Available data:

== Segment start ==

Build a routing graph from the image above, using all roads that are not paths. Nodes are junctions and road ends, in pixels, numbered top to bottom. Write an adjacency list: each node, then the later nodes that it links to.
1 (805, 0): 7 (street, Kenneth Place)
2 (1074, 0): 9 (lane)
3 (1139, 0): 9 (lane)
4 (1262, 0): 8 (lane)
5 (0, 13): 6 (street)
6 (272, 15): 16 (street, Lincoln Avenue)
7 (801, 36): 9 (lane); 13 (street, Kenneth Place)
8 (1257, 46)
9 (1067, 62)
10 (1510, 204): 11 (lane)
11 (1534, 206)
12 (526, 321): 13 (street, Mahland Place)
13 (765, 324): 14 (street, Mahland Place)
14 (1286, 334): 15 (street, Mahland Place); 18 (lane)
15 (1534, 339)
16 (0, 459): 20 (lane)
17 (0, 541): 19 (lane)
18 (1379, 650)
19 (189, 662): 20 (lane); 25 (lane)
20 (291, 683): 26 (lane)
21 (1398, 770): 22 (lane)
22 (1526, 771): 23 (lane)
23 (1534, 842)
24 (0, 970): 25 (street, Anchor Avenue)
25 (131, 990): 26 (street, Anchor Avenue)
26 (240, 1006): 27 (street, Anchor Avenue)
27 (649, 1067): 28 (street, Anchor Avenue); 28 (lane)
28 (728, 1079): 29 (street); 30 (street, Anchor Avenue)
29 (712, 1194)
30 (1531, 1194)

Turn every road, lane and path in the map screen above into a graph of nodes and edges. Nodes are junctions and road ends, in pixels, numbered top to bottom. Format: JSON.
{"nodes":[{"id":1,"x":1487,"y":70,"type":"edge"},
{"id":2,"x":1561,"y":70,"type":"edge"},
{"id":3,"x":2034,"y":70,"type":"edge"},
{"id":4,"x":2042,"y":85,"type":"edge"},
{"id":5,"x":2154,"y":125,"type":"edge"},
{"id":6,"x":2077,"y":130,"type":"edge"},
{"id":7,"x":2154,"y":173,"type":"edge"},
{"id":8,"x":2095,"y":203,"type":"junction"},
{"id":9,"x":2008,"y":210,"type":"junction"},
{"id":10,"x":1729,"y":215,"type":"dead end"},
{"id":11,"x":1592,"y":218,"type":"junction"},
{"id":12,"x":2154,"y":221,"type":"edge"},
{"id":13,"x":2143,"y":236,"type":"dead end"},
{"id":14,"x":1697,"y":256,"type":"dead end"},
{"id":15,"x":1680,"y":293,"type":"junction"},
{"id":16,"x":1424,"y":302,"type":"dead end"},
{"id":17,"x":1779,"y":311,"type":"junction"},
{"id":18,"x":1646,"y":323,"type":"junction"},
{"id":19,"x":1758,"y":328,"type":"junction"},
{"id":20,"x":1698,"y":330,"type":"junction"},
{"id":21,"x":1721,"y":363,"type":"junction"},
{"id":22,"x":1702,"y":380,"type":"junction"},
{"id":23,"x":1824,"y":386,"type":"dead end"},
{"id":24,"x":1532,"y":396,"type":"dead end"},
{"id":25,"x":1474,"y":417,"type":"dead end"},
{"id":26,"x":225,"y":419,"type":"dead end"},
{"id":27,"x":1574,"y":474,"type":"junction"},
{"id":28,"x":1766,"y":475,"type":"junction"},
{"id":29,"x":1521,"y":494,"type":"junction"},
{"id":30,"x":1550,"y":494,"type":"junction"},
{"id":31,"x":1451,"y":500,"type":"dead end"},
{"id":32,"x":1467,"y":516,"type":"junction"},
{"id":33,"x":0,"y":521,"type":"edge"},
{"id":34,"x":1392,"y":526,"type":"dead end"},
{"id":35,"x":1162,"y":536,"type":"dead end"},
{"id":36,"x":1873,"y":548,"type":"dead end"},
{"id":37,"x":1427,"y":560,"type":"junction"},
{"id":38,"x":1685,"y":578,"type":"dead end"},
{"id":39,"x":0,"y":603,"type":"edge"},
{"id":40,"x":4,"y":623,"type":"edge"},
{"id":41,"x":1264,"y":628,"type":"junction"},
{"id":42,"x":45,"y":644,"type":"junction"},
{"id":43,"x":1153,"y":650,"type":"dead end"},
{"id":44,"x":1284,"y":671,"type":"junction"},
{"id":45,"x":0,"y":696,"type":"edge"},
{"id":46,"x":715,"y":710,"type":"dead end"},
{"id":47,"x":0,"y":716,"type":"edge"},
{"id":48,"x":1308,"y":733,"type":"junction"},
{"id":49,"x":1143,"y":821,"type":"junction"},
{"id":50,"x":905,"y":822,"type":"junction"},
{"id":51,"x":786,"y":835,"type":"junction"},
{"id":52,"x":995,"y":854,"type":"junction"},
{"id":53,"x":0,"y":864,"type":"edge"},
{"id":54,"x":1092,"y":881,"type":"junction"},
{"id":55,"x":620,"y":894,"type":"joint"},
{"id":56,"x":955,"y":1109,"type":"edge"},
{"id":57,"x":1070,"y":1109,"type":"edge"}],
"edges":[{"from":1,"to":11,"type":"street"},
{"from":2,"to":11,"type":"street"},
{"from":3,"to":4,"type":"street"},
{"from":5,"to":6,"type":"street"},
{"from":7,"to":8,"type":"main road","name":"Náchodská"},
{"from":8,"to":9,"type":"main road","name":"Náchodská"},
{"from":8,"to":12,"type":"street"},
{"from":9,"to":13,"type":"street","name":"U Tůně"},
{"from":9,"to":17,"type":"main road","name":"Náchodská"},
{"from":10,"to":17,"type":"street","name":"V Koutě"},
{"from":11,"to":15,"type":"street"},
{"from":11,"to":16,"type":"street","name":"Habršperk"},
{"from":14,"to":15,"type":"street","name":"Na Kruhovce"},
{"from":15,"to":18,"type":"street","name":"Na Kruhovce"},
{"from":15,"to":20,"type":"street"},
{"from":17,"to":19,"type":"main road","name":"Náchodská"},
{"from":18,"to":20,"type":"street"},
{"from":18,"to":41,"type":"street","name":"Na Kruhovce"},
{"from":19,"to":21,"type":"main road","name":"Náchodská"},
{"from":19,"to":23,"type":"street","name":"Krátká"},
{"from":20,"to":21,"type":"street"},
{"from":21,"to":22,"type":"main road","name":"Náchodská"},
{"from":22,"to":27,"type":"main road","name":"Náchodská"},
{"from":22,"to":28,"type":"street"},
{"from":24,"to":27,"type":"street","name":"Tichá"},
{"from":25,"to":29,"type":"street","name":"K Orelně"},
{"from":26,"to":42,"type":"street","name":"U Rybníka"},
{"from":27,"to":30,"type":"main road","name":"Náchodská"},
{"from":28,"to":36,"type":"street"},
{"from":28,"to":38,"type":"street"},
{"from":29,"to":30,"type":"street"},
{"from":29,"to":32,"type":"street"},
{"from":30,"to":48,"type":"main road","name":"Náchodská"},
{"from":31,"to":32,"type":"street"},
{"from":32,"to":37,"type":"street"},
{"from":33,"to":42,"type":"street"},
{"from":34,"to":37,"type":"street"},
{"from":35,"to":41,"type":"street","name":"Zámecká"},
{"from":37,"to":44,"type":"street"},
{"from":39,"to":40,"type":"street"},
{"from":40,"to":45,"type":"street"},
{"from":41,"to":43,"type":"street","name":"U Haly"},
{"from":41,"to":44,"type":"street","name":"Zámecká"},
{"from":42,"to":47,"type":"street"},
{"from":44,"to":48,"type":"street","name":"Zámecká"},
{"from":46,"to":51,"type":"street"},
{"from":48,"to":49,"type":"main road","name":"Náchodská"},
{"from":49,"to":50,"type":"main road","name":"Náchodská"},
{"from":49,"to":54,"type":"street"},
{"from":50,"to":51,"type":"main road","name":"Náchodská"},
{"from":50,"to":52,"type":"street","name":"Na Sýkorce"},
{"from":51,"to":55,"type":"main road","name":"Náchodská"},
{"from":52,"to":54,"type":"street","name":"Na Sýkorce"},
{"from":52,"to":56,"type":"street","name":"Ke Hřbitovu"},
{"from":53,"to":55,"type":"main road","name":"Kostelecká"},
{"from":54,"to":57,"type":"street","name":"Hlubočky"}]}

== Segment end ==

Your answer should be one number, the count of lines in the records that contain the string "Zámecká".

Solution to this problem: 3